(Records from a data collection)
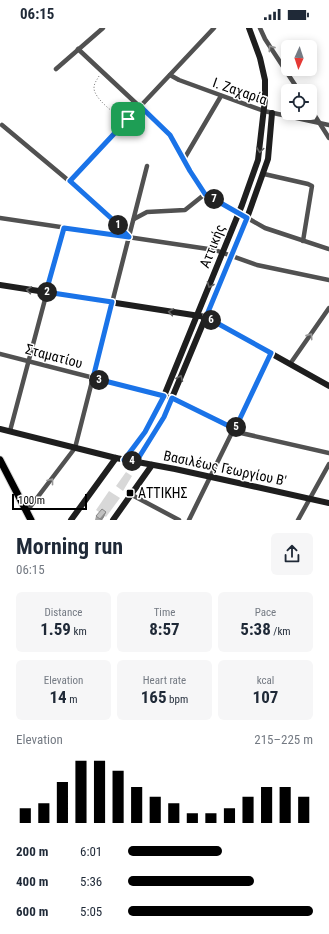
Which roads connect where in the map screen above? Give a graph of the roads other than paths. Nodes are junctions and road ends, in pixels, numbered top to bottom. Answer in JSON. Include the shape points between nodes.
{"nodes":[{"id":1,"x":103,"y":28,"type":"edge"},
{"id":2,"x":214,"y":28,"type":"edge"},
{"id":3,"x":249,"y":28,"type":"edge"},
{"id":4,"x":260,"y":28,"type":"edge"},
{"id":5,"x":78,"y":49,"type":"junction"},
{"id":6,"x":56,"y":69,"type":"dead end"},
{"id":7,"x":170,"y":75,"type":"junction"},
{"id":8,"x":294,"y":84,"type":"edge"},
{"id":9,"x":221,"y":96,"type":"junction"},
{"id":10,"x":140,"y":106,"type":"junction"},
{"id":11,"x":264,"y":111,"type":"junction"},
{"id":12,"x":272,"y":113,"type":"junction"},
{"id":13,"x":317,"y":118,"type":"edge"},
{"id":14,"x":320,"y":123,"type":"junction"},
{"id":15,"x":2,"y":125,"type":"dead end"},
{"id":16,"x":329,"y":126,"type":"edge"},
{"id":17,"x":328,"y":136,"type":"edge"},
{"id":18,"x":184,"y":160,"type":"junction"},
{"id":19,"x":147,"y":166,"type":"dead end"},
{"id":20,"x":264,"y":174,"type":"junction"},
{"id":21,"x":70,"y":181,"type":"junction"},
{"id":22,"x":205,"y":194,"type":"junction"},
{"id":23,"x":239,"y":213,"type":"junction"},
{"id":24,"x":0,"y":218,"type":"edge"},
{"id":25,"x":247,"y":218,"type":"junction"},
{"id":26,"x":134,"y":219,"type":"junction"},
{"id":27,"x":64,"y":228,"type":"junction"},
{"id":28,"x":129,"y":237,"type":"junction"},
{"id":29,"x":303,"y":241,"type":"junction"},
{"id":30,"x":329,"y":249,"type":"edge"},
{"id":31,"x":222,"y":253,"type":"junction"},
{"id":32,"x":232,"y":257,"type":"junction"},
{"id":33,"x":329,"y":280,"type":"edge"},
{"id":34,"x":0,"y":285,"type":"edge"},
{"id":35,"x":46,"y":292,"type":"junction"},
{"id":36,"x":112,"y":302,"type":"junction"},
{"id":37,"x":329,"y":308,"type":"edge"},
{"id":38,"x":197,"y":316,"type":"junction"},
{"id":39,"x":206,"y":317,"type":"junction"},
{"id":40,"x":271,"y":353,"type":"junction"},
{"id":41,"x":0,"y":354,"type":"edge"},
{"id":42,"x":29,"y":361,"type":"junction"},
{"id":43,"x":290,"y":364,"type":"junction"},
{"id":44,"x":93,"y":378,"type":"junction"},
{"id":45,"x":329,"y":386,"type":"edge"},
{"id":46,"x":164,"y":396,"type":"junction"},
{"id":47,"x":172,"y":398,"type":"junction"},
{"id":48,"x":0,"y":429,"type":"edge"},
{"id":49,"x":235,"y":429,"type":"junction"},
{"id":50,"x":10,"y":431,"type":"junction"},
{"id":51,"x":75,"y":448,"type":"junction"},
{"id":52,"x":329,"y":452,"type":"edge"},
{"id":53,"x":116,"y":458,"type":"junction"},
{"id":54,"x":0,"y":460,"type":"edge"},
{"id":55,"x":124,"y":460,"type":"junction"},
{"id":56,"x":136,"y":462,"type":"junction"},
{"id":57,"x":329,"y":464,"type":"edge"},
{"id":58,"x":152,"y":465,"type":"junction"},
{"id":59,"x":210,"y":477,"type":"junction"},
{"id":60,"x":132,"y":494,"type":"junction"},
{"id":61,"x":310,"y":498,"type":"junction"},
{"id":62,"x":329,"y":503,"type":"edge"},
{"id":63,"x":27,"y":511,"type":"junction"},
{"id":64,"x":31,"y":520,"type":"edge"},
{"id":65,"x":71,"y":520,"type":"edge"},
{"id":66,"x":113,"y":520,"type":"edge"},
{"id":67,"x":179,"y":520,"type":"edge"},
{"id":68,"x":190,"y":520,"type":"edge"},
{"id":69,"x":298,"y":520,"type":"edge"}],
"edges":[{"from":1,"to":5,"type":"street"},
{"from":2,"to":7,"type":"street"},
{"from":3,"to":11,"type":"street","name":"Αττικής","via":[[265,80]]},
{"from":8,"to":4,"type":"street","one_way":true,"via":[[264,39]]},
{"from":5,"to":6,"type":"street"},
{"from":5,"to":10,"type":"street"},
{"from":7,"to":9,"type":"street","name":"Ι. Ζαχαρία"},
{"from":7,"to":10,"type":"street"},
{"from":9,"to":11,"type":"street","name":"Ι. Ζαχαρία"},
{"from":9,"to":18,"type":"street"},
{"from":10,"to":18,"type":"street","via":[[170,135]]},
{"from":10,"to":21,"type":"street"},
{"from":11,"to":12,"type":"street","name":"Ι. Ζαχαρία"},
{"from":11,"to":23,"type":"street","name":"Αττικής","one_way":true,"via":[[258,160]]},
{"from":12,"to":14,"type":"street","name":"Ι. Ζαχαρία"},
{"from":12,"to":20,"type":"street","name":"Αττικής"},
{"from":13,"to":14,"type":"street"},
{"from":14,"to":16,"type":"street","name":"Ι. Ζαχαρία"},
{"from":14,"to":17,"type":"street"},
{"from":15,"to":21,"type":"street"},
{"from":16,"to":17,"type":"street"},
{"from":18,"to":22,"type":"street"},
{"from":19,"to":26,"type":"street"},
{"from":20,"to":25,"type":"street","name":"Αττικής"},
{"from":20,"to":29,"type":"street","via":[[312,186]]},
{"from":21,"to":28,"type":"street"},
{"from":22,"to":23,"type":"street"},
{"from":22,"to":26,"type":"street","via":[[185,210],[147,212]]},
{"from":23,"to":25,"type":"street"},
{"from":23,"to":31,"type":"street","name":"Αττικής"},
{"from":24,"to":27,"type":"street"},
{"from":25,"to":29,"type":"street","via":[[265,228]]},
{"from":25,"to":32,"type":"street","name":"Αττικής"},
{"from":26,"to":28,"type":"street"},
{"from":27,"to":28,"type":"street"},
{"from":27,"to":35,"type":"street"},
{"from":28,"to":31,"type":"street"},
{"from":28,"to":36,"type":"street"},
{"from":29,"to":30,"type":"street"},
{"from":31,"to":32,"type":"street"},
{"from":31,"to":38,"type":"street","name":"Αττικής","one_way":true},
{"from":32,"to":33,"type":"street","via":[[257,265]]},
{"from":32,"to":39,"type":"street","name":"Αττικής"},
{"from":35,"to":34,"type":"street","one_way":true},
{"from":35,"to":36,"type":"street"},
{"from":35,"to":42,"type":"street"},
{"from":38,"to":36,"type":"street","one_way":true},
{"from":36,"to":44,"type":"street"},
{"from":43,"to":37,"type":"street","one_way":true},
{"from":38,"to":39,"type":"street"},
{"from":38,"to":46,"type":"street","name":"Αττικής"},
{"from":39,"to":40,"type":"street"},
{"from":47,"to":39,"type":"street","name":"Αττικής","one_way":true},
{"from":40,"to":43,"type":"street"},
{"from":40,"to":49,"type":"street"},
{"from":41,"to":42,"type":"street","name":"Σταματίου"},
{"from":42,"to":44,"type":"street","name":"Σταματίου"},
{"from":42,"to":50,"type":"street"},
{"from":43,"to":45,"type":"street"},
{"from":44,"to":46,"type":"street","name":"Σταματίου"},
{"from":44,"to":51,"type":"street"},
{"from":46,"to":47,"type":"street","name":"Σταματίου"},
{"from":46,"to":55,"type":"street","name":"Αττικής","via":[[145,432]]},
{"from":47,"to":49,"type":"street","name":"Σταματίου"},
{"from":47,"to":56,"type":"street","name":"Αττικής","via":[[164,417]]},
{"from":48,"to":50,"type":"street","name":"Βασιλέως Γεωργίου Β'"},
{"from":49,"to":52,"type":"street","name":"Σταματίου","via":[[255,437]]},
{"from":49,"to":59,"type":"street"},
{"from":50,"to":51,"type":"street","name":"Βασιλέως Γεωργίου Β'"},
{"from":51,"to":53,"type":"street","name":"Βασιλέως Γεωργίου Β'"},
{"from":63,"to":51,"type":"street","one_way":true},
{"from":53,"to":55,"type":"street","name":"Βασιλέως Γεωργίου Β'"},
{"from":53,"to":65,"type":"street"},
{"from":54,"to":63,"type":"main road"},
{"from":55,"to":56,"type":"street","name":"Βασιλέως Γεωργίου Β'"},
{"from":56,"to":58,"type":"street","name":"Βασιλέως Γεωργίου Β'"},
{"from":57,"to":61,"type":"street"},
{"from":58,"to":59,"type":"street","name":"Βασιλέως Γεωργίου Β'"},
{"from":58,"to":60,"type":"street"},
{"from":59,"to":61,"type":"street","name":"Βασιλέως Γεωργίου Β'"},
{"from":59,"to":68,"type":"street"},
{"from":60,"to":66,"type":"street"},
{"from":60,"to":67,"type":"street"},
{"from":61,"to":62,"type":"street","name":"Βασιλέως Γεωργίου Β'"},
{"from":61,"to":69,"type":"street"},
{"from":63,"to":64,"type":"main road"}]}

**Task directions**
Show all lines above holding "Αττικής".

**Problem solution**
{"from":3,"to":11,"type":"street","name":"Αττικής","via":[[265,80]]},
{"from":11,"to":23,"type":"street","name":"Αττικής","one_way":true,"via":[[258,160]]},
{"from":12,"to":20,"type":"street","name":"Αττικής"},
{"from":20,"to":25,"type":"street","name":"Αττικής"},
{"from":23,"to":31,"type":"street","name":"Αττικής"},
{"from":25,"to":32,"type":"street","name":"Αττικής"},
{"from":31,"to":38,"type":"street","name":"Αττικής","one_way":true},
{"from":32,"to":39,"type":"street","name":"Αττικής"},
{"from":38,"to":46,"type":"street","name":"Αττικής"},
{"from":47,"to":39,"type":"street","name":"Αττικής","one_way":true},
{"from":46,"to":55,"type":"street","name":"Αττικής","via":[[145,432]]},
{"from":47,"to":56,"type":"street","name":"Αττικής","via":[[164,417]]},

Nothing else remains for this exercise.